**About this exercise:** Among the records, find the lines that hold the string "Chandra" and return them.

**Task input:**
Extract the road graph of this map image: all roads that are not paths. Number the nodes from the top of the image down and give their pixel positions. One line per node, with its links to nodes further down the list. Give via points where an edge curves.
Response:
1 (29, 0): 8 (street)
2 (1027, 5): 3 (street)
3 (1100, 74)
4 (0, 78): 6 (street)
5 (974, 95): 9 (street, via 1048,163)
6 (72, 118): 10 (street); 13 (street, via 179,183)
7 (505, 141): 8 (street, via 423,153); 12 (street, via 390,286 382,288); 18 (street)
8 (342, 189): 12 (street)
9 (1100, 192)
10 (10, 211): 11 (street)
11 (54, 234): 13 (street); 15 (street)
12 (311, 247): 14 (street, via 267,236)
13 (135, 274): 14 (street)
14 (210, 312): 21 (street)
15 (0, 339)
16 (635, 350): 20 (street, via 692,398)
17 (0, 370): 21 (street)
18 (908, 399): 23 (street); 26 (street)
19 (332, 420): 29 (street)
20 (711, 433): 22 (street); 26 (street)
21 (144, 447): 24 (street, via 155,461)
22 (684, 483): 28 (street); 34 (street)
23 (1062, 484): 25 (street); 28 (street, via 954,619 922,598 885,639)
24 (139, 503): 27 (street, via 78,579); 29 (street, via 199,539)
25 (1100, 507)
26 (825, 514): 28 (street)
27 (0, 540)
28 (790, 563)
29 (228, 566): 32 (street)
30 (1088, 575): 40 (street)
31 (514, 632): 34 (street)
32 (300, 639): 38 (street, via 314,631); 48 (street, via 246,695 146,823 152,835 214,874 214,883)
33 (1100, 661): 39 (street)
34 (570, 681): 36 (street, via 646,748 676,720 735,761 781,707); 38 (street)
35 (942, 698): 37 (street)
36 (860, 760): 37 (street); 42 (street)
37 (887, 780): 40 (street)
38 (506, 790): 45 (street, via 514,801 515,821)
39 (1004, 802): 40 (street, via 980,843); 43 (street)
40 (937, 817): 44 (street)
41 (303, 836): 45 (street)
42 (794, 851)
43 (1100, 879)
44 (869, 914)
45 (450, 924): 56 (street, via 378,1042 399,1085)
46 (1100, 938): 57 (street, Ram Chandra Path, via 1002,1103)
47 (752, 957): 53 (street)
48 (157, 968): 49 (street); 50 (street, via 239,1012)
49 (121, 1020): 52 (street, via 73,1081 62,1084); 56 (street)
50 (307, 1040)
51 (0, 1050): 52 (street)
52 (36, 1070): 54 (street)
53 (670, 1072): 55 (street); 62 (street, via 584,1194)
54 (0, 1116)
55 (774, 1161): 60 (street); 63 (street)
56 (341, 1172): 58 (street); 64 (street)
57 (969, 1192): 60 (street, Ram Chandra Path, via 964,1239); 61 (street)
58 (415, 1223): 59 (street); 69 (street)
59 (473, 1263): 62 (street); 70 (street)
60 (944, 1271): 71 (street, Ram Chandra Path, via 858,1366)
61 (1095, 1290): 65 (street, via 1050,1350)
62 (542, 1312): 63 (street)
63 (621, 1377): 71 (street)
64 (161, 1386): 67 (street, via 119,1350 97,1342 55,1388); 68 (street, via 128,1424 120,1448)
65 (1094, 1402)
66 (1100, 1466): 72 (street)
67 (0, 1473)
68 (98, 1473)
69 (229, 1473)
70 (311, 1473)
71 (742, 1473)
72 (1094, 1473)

**Answer to the exercise:**
46 (1100, 938): 57 (street, Ram Chandra Path, via 1002,1103)
57 (969, 1192): 60 (street, Ram Chandra Path, via 964,1239); 61 (street)
60 (944, 1271): 71 (street, Ram Chandra Path, via 858,1366)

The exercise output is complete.